Behutsam, aber schonungslos
Das Unbehagen im Umgang mit dem Thema Nationalsozialismus und Fremdenhass deckt Autorin Ulli Schwarzenberger behutsam, aber nicht ohne Mut auf. "Edelweiß" ist eine brisante Geschichte in einer Zeit, in der sich in einigen Teilen Europas die politischen Fronten verhärten, in der sich das politische und gesellschaftliche Klima radikalisiert. Ulli Schwarzenberger hält einer Gesellschaft den Spiegel vor, die sich bisher in nobler Zurückhaltung geübt hat. Sie skizziert drei Generationen mit unterschiedlichen Einstellungen: die Unbelehrbaren, die Verdränger und schließlich die ahnungslosen Jungen, die gar nicht glauben können, dass es in der heutigen, multikulturellen Gesellschaft noch Menschen geben kann, die Fremdenhass und nationalsozialistisches Gedankengut hochhalten.
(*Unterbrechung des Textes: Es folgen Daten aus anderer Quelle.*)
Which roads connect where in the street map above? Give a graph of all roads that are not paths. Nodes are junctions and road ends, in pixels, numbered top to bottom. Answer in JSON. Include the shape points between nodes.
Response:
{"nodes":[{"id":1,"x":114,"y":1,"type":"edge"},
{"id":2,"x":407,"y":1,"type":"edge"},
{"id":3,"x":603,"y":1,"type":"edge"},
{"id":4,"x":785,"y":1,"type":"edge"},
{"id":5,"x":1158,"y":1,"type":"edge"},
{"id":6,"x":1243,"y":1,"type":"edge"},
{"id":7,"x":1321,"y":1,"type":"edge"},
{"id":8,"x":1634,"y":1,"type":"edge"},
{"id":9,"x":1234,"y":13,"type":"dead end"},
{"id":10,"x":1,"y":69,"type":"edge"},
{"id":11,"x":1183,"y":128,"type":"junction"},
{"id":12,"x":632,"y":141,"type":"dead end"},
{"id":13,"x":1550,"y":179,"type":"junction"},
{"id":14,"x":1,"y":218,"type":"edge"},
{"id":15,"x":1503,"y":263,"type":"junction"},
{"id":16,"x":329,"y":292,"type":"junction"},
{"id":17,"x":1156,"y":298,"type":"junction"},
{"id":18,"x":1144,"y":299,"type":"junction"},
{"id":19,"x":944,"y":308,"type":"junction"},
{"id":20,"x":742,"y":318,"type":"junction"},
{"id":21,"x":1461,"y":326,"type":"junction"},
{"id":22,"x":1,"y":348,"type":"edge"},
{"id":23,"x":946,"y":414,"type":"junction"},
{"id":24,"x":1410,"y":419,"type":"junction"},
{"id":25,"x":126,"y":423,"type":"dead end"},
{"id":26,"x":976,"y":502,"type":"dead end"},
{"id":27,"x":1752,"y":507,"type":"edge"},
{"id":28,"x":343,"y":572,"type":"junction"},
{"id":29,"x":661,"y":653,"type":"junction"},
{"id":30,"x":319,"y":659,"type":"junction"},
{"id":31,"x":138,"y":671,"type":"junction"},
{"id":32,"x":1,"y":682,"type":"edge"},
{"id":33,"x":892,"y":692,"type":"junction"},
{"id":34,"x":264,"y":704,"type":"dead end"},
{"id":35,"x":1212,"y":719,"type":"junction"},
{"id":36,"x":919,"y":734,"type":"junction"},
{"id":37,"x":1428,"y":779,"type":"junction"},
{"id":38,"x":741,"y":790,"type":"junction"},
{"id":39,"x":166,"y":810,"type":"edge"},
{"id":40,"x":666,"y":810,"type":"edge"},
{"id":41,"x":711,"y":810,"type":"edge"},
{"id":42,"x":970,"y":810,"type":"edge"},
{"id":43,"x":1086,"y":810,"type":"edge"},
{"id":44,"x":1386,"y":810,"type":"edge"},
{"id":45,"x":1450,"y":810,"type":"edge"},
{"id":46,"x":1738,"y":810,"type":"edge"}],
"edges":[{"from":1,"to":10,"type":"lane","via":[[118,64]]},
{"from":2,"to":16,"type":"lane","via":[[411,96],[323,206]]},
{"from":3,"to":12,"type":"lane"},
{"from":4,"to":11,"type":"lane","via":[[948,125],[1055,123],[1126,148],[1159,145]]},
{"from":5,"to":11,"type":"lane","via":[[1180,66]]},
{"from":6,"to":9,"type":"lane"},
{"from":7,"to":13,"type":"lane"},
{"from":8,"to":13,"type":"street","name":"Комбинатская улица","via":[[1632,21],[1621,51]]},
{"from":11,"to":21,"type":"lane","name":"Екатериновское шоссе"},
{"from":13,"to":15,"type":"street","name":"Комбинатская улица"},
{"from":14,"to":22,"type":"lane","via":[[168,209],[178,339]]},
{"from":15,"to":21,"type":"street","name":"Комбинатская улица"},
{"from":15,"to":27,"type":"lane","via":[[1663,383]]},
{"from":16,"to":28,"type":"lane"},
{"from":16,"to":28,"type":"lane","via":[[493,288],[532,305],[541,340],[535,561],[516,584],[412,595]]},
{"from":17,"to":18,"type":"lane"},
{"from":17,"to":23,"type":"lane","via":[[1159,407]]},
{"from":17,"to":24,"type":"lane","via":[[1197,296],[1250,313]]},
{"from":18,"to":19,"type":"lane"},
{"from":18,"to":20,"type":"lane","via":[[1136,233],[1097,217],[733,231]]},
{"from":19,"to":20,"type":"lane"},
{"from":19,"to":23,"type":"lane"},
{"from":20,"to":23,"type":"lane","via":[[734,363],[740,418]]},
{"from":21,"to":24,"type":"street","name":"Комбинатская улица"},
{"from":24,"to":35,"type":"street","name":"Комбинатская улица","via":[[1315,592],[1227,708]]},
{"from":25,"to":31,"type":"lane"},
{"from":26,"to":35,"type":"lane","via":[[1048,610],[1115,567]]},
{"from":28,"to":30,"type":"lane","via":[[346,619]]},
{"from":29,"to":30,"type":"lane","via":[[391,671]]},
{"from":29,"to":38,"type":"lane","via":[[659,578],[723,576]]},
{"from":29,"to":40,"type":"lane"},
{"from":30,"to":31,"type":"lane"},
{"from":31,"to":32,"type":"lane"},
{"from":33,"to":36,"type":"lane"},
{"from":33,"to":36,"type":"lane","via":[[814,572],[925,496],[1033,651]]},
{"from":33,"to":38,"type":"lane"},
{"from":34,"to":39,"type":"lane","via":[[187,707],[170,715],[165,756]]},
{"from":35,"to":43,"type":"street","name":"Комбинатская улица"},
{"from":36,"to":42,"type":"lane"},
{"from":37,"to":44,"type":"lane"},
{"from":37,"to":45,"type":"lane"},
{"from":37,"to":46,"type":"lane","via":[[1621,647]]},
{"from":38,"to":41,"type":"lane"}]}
Regisseur Xaver Schwarzenberger hat bei dieser bewegenden Familienstudie wieder persönlich die Kameraführung übernommen. Die diffizilen Charaktere werden von hochkarätigen österreichischen und deutschen Schauspielern dargestellt: Neben Erni Mangold, Heinrich Schweiger, Kitty Speiser, Konstantin Wecker, Stefanie Dvorak, Tim Bergmann und Pinkas Braun in den Hauptrollen sind in weiteren Rollen unter anderem Shlomit Butbul, Dagmar Schwarz, Beatrice Frey, Brigitta Antonius und andere zu sehen.
Besetzung:
Mit Erni Mangold (Vera Dorfmeister), Heinrich Schweiger (Erich Dorfmeister), Kitty Speiser (Isolde Richter), Konstantin Wecker (Paul Richter), Stefanie Dvorak (Anna Richter), Tim Bergmann (Sidney Jameson), Pinkas Braun (Ari Ben Jacov) u.a.